EXERCISE GOAL ▸ Below are records; work out how many of their lines contain "roads" and give only that number.

DATA LISTING ▸
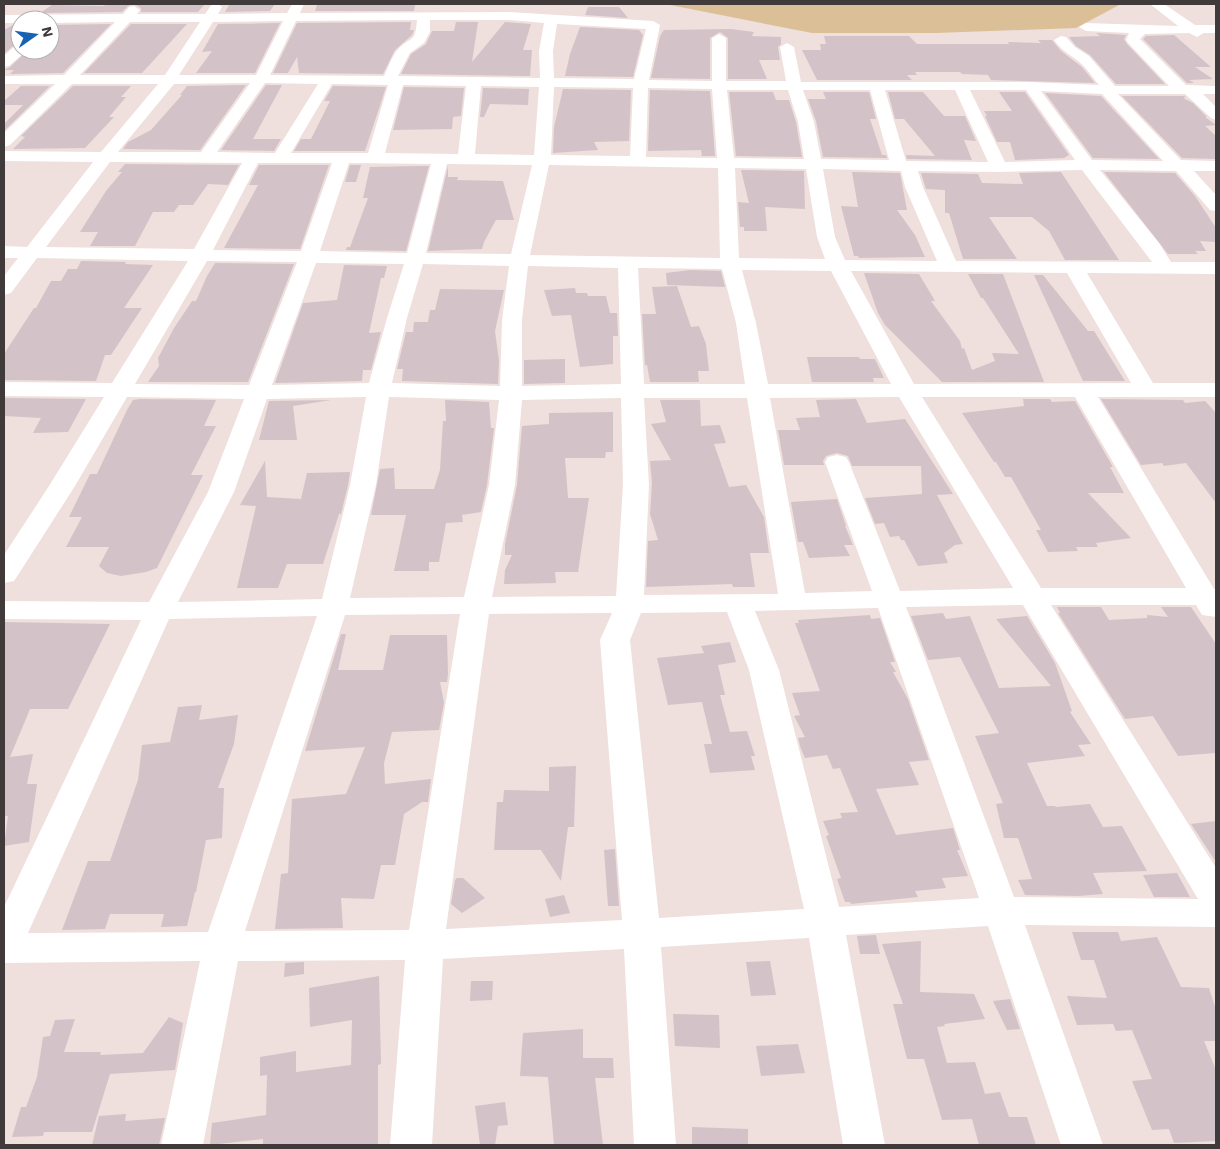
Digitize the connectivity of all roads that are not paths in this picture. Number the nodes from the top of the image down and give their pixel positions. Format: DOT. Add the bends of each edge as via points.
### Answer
graph roads {
  1 [pos="73,4"];
  2 [pos="140,4"];
  3 [pos="218,4"];
  4 [pos="354,4"];
  5 [pos="1156,4"];
  6 [pos="294,10"];
  7 [pos="444,10"];
  8 [pos="60,15"];
  9 [pos="344,17"];
  10 [pos="424,17"];
  11 [pos="210,18"];
  12 [pos="126,19"];
  13 [pos="551,20"];
  14 [pos="60,21"];
  15 [pos="1086,28"];
  16 [pos="1192,29"];
  17 [pos="1216,29"];
  18 [pos="1142,30"];
  19 [pos="719,38"];
  20 [pos="1061,40"];
  21 [pos="1210,42"];
  22 [pos="787,47"];
  23 [pos="262,79"];
  24 [pos="328,79"];
  25 [pos="4,80"];
  26 [pos="68,80"];
  27 [pos="169,80"];
  28 [pos="393,80"];
  29 [pos="474,82"];
  30 [pos="547,82"];
  31 [pos="641,83"];
  32 [pos="719,84"];
  33 [pos="794,86"];
  34 [pos="876,86"];
  35 [pos="960,86"];
  36 [pos="1030,86"];
  37 [pos="1184,89"];
  38 [pos="1108,90"];
  39 [pos="1216,90"];
  40 [pos="1216,115"];
  41 [pos="4,142"];
  42 [pos="4,156"];
  43 [pos="106,156"];
  44 [pos="205,158"];
  45 [pos="342,158"];
  46 [pos="375,158"];
  47 [pos="252,159"];
  48 [pos="279,159"];
  49 [pos="453,159"];
  50 [pos="542,160"];
  51 [pos="638,162"];
  52 [pos="726,162"];
  53 [pos="814,163"];
  54 [pos="1087,165"];
  55 [pos="1178,165"];
  56 [pos="904,166"];
  57 [pos="1216,166"];
  58 [pos="999,167"];
  59 [pos="1216,206"];
  60 [pos="4,252"];
  61 [pos="31,252"];
  62 [pos="200,256"];
  63 [pos="308,258"];
  64 [pos="416,260"];
  65 [pos="519,261"];
  66 [pos="628,262"];
  67 [pos="730,263"];
  68 [pos="837,264"];
  69 [pos="949,267"];
  70 [pos="1073,267"];
  71 [pos="1165,267"];
  72 [pos="1216,268"];
  73 [pos="4,289"];
  74 [pos="4,389"];
  75 [pos="1082,389"];
  76 [pos="379,390"];
  77 [pos="906,390"];
  78 [pos="1146,390"];
  79 [pos="120,391"];
  80 [pos="634,391"];
  81 [pos="756,391"];
  82 [pos="1215,391"];
  83 [pos="258,392"];
  84 [pos="511,393"];
  85 [pos="837,462"];
  86 [pos="4,575"];
  87 [pos="1033,596"];
  88 [pos="890,600"];
  89 [pos="793,602"];
  90 [pos="738,603"];
  91 [pos="1212,603"];
  92 [pos="630,604"];
  93 [pos="476,605"];
  94 [pos="334,607"];
  95 [pos="4,610"];
  96 [pos="160,611"];
  97 [pos="1216,898"];
  98 [pos="1002,911"];
  99 [pos="1216,913"];
  100 [pos="825,922"];
  101 [pos="642,934"];
  102 [pos="426,944"];
  103 [pos="4,946"];
  104 [pos="222,946"];
  105 [pos="182,1145"];
  106 [pos="411,1145"];
  107 [pos="655,1145"];
  108 [pos="864,1145"];
  109 [pos="1082,1145"];
  1 -- 8 [label="street"];
  2 -- 12 [label="street"];
  3 -- 11 [label="street"];
  4 -- 9 [label="street"];
  5 -- 16 [label="street"];
  6 -- 9 [label="street"];
  6 -- 11 [label="street"];
  6 -- 23 [label="street"];
  7 -- 10 [label="street"];
  7 -- 13 [label="street"];
  9 -- 10 [label="street"];
  10 -- 28 [label="street" via="423,32 416,43 404,51"];
  11 -- 12 [label="street"];
  11 -- 27 [label="street"];
  12 -- 14 [label="street"];
  12 -- 26 [label="street"];
  13 -- 30 [label="street" via="546,51"];
  13 -- 31 [label="street" via="653,25"];
  15 -- 18 [label="street"];
  16 -- 17 [label="street"];
  16 -- 18 [label="street"];
  16 -- 21 [label="street"];
  18 -- 37 [label="street" via="1135,34 1133,40"];
  19 -- 32 [label="street"];
  20 -- 38 [label="street" via="1084,59"];
  22 -- 33 [label="street"];
  23 -- 24 [label="street"];
  23 -- 27 [label="street"];
  23 -- 44 [label="street"];
  24 -- 28 [label="street"];
  24 -- 48 [label="street"];
  25 -- 26 [label="street"];
  26 -- 27 [label="street"];
  26 -- 41 [label="street"];
  27 -- 43 [label="street"];
  28 -- 29 [label="street"];
  28 -- 46 [label="street"];
  29 -- 30 [label="street"];
  29 -- 49 [label="street"];
  30 -- 31 [label="street"];
  30 -- 50 [label="street"];
  31 -- 32 [label="street"];
  31 -- 51 [label="street"];
  32 -- 33 [label="street"];
  32 -- 52 [label="street"];
  33 -- 34 [label="street"];
  33 -- 53 [label="street" via="806,122"];
  34 -- 35 [label="street"];
  34 -- 56 [label="street"];
  35 -- 36 [label="street"];
  35 -- 58 [label="street"];
  36 -- 38 [label="street"];
  36 -- 54 [label="street"];
  37 -- 38 [label="street"];
  37 -- 39 [label="street"];
  37 -- 40 [label="street"];
  38 -- 55 [label="street"];
  42 -- 43 [label="street"];
  43 -- 44 [label="street"];
  43 -- 61 [label="street"];
  44 -- 47 [label="street"];
  45 -- 46 [label="street"];
  45 -- 48 [label="street"];
  45 -- 63 [label="street"];
  46 -- 49 [label="street"];
  47 -- 48 [label="street"];
  47 -- 62 [label="street"];
  49 -- 50 [label="street"];
  49 -- 64 [label="street"];
  50 -- 51 [label="street"];
  50 -- 65 [label="street"];
  51 -- 52 [label="street"];
  52 -- 53 [label="street"];
  52 -- 67 [label="street"];
  53 -- 56 [label="street"];
  53 -- 68 [label="street" via="826,238"];
  54 -- 55 [label="street"];
  54 -- 58 [label="street"];
  54 -- 71 [label="street"];
  55 -- 57 [label="street"];
  55 -- 59 [label="street"];
  56 -- 58 [label="street"];
  56 -- 69 [label="street"];
  60 -- 61 [label="street"];
  61 -- 62 [label="street"];
  61 -- 73 [label="street"];
  62 -- 63 [label="street"];
  62 -- 79 [label="street"];
  63 -- 64 [label="street"];
  63 -- 83 [label="street"];
  64 -- 65 [label="street"];
  64 -- 76 [label="street"];
  65 -- 66 [label="street"];
  65 -- 84 [label="street" via="512,320"];
  66 -- 67 [label="street"];
  66 -- 80 [label="street"];
  67 -- 68 [label="street"];
  67 -- 81 [label="street" via="746,323"];
  68 -- 69 [label="street"];
  68 -- 77 [label="street"];
  69 -- 70 [label="street"];
  70 -- 71 [label="street"];
  70 -- 78 [label="street"];
  71 -- 72 [label="street"];
  74 -- 79 [label="street"];
  75 -- 77 [label="street"];
  75 -- 78 [label="street"];
  75 -- 91 [label="street"];
  76 -- 83 [label="street"];
  76 -- 84 [label="street"];
  76 -- 94 [label="street" via="363,485"];
  77 -- 81 [label="street"];
  77 -- 87 [label="street"];
  78 -- 82 [label="street"];
  79 -- 83 [label="street"];
  79 -- 86 [label="street"];
  80 -- 81 [label="street"];
  80 -- 84 [label="street"];
  80 -- 92 [label="street" via="636,485"];
  81 -- 89 [label="street"];
  83 -- 96 [label="street" via="221,492"];
  84 -- 93 [label="street" via="502,485"];
  85 -- 88 [label="street"];
  87 -- 88 [label="street"];
  87 -- 91 [label="street"];
  87 -- 97 [label="street"];
  88 -- 89 [label="street"];
  88 -- 98 [label="street"];
  89 -- 90 [label="street"];
  90 -- 92 [label="street"];
  90 -- 100 [label="street" via="764,670"];
  92 -- 93 [label="street"];
  92 -- 101 [label="street" via="615,640"];
  93 -- 94 [label="street"];
  93 -- 102 [label="street"];
  94 -- 96 [label="street"];
  94 -- 104 [label="street"];
  95 -- 96 [label="street"];
  96 -- 103 [label="street"];
  98 -- 99 [label="street"];
  98 -- 100 [label="street"];
  98 -- 109 [label="street"];
  100 -- 101 [label="street"];
  100 -- 108 [label="street"];
  101 -- 102 [label="street"];
  101 -- 107 [label="street"];
  102 -- 104 [label="street"];
  102 -- 106 [label="street"];
  103 -- 104 [label="street"];
  104 -- 105 [label="street"];
}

SOLVED EXERCISE ▸ 2